Reformation Publishing Company Ltd v Cruiseco Ltd

JurisdictionEngland & Wales
JudgeMr Justice Nugee
Judgment Date22 October 2018
Neutral Citation[2018] EWHC 2761 (Ch)
Date22 October 2018
CourtChancery Division
Docket NumberCase No: Claim No. IP-2017-00141

[2018] EWHC 2761 (Ch)

IN THE HIGH COURT OF JUSTICE

BUSINESS AND PROPERTY COURTS OF ENGLAND AND WALES

INTELLECTUAL PROPERTY ENTERPRISE COURT

Royal Courts of Justice, Rolls Building

Fetter Lane, London, EC4A 1NL

Before:

Mr Justice Nugee

Case No: Claim No. IP-2017-00141

Between:
Reformation Publishing Company Limited
Claimant
and
(1) Cruiseco Limited
(2) Discovery Travel Centre Pty Limited
Defendants

Tom Richards and Tom Coates (instructed by M Law LLP) for the Claimant

Maxwell Keay (instructed by K&L Gates LLP) for the Defendants

Hearing date: 28 June 2018

Judgment Approved

Mr Justice Nugee

Introduction

1

This is the hearing of an action for damages for infringement of copyright. Although most of the facts are not in dispute and the trial only took 1 day, a considerable number of points were argued and have to be resolved.

2

The 1 st Defendant, Cruiseco Ltd, is an English company and the 2 nd Defendant, Discovery Travel Centre Pty Ltd, is a company incorporated in New South Wales which is its parent company, owning 100% of its shares. They are in the business of operating cruise holidays. One of their holidays was a music-themed cruise marketed as “Back to the 80's” and a short video or sizzle reel ( “the Publicity Clip”) was produced to promote the cruise. This included extracts from two well-known Spandau Ballet songs, “Gold” and “True”. On 22 June 2017 the Defendants posted the Publicity Clip on their own websites, and also put it on a filesharing platform and sent a link to that platform to a large number of UK High Street travel agents, encouraging them to use it.

3

The Claimant, Reformation Publishing Company Ltd ( “Reformation”), as is now accepted, is the owner of the copyright in the musical works in the two songs. The Defendants had not obtained any licence for the use of the songs and, as again is now accepted, infringed Reformation's copyright.

4

On being contacted by Reformation, the Defendants on 26 June 2017 took steps to take down the Publicity Clip from their websites and told the travel agents not to use it. It has very recently become apparent however that they failed to take it down from the filesharing platform where it remained live until 26 June 2018 (two days before trial).

5

The effective question at trial was what damages should be paid for the infringement by the Defendants. It is agreed that these should be assessed on the basis of a reasonable licence fee. Reformation also has a claim for additional damages under s. 97(2) of the Copyright, Designs and Patents Act 1988 ( the 1988 Act).

Issues

6

At a Case Management Conference before HHJ Hacon on 18 December 2017 the following issues were identified:

The claimant's copyright infringement claim

1. Is the claimant the owner of the copyright in the Works?

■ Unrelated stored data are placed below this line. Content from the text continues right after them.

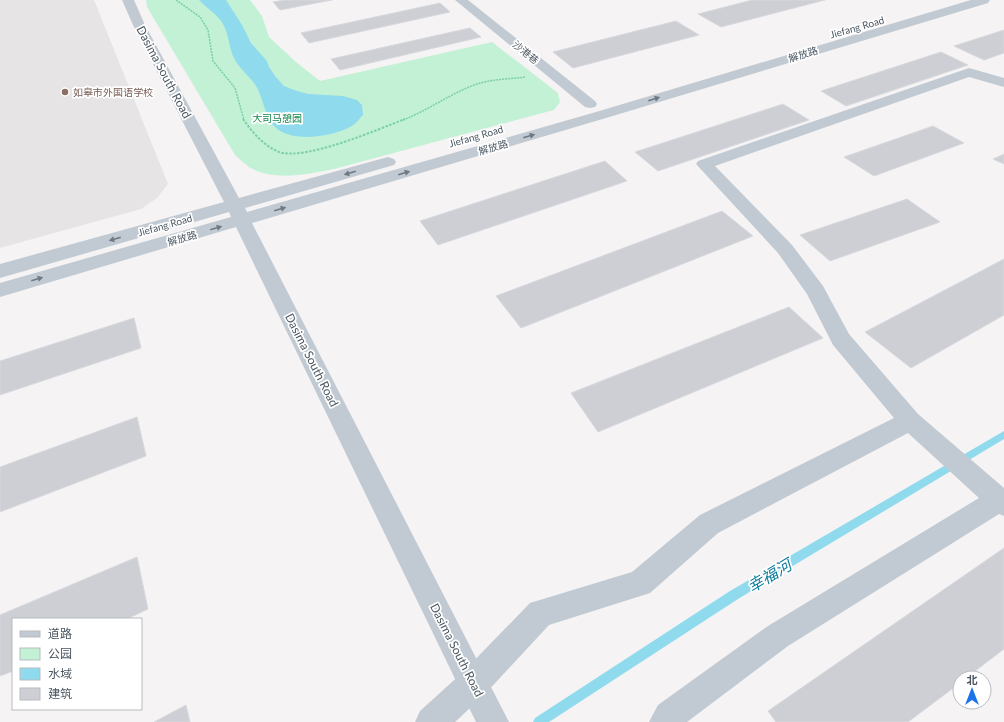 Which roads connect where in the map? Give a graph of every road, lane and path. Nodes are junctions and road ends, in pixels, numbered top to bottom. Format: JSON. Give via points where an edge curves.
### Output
{"nodes":[{"id":1,"x":128,"y":0,"type":"edge"},
{"id":2,"x":176,"y":0,"type":"edge"},
{"id":3,"x":461,"y":0,"type":"edge"},
{"id":4,"x":952,"y":0,"type":"edge"},
{"id":5,"x":984,"y":0,"type":"edge"},
{"id":6,"x":551,"y":72,"type":"junction"},
{"id":7,"x":1004,"y":83,"type":"edge"},
{"id":8,"x":590,"y":104,"type":"junction"},
{"id":9,"x":537,"y":119,"type":"dead end"},
{"id":10,"x":400,"y":158,"type":"dead end"},
{"id":11,"x":238,"y":213,"type":"junction"},
{"id":12,"x":0,"y":271,"type":"edge"},
{"id":13,"x":0,"y":290,"type":"edge"},
{"id":14,"x":910,"y":421,"type":"junction"},
{"id":15,"x":1001,"y":502,"type":"edge"},
{"id":16,"x":474,"y":684,"type":"junction"},
{"id":17,"x":492,"y":720,"type":"edge"},
{"id":18,"x":431,"y":722,"type":"edge"},
{"id":19,"x":665,"y":722,"type":"edge"}],
"edges":[{"from":1,"to":11,"type":"street","name":"Dasima South Road"},
{"from":2,"to":6,"type":"path","via":[[200,17],[208,30],[213,61],[235,88],[243,119],[252,132],[280,152],[300,153],[350,140],[416,115],[456,92],[479,83],[532,77]]},
{"from":3,"to":6,"type":"street","name":"沙港巷"},
{"from":4,"to":8,"type":"street","name":"Jiefang Road"},
{"from":11,"to":5,"type":"street","name":"解放路","one_way":true},
{"from":6,"to":8,"type":"street","name":"沙港巷"},
{"from":7,"to":14,"type":"street","via":[[969,72],[704,164],[785,249],[816,291],[841,339]]},
{"from":8,"to":9,"type":"street","name":"Jiefang Road"},
{"from":10,"to":11,"type":"street","name":"Jiefang Road","one_way":true},
{"from":11,"to":12,"type":"street","name":"Jiefang Road","one_way":true},
{"from":13,"to":11,"type":"street","name":"解放路","one_way":true},
{"from":11,"to":16,"type":"street","name":"Dasima South Road"},
{"from":14,"to":15,"type":"street"},
{"from":14,"to":16,"type":"street","via":[[709,524],[640,584],[540,613]]},
{"from":15,"to":19,"type":"street","via":[[778,636],[669,716]]},
{"from":16,"to":17,"type":"street","name":"Dasima South Road"},
{"from":16,"to":18,"type":"street"}]} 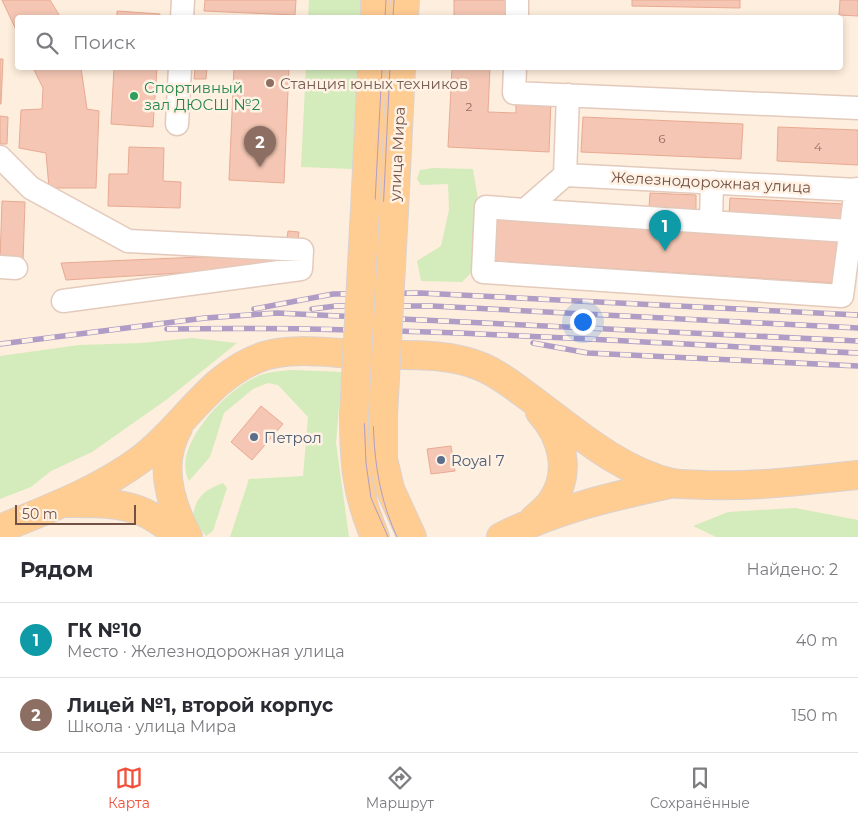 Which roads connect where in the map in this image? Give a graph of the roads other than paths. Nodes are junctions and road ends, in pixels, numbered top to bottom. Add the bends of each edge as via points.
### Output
1 (183, 0) edge
2 (376, 0) edge
3 (405, 0) edge
4 (518, 0) edge
5 (182, 15) edge
6 (375, 15) edge
7 (404, 15) edge
8 (517, 15) edge
9 (180, 70) edge
10 (372, 70) edge
11 (401, 70) edge
12 (515, 70) edge
13 (568, 95) junction
14 (858, 108) edge
15 (177, 124) dead end
16 (0, 157) edge
17 (565, 175) junction
18 (712, 182) junction
19 (857, 190) edge
20 (525, 210) junction
21 (711, 222) junction
22 (854, 232) edge
23 (63, 301) dead end
24 (508, 382) junction
25 (186, 416) junction
26 (858, 475) edge
27 (674, 483) junction
28 (396, 502) junction
29 (62, 503) junction
30 (531, 522) junction
31 (0, 529) edge
32 (370, 529) edge
33 (183, 537) edge
34 (188, 537) edge
35 (412, 537) edge
36 (434, 537) edge
37 (501, 537) edge

1 - 5 street
2 - 6 main road
3 - 7 main road
4 - 8 street
9 - 15 street
10 - 32 main road, улица Мира, bridge via 354,414 357,486
11 - 28 main road, улица Мира, bridge via 383,416 383,459
12 - 13 street via 514,93
13 - 14 street
13 - 17 street
16 - 23 street via 31,188 128,241 302,250 302,269
17 - 18 street, Железнодорожная улица
17 - 20 street
18 - 19 street, Железнодорожная улица
18 - 21 street
19 - 22 street
20 - 21 street
20 - 22 street via 486,207 483,272 842,296
21 - 22 street
24 - 25 main road via 482,367 460,360 294,352 266,355 245,364 204,393
24 - 27 main road via 612,458
24 - 30 main road via 547,420 562,455 562,474 552,502
25 - 29 main road via 163,441 136,462
25 - 34 main road via 174,436 167,468 178,518
26 - 27 main road via 734,486
27 - 30 main road via 579,505
28 - 35 main road, улица Мира
28 - 36 main road via 422,530
29 - 31 main road
29 - 33 main road via 103,504 144,512
30 - 37 main road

2. Is copyright in the Works subsisting?

3. If the defendant infringed the claimant's copyright, what was the period of the infringement?

4. Did the defendant reasonably believe at all times that copyright licences had been obtained in respect of any copyright works featured in the Publicity Clip?

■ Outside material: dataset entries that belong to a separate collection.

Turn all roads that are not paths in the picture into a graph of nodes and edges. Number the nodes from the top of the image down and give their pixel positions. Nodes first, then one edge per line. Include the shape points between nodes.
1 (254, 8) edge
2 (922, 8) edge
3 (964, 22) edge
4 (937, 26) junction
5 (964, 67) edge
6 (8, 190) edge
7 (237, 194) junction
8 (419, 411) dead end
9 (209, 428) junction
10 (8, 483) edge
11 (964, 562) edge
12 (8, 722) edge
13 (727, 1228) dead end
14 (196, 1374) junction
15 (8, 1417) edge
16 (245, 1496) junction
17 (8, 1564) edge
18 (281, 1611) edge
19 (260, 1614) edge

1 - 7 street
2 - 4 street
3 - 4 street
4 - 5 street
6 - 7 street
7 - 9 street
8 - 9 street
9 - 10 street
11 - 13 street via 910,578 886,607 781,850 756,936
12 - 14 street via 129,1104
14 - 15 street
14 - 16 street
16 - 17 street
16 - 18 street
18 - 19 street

Damages in relation to the claimant's claims

5. What is the reasonable licence fee that the defendant would have paid to the claimant which would have permitted the defendant to make use of the Works as pleaded in the claimant's Particulars of Claim at paragraphs 5 and 6 and as admitted at paragraphs 4 and 5 of the defendant's Defence and/or found pursuant to issues 3 and 4 above?”

7

Since then there have been the following developments:

(1) First, the 2 nd Defendant was added to the claim, and it was accepted in a Re-Amended Defence dated 12 June 2018 that the 1 st and 2 nd Defendants carry on a single business as travel agent and organiser of cruise holidays, and that if the 1 st Defendant is liable for any infringement, then the 2 nd Defendant is jointly liable for that infringement. It is therefore unnecessary to distinguish between the two Defendants.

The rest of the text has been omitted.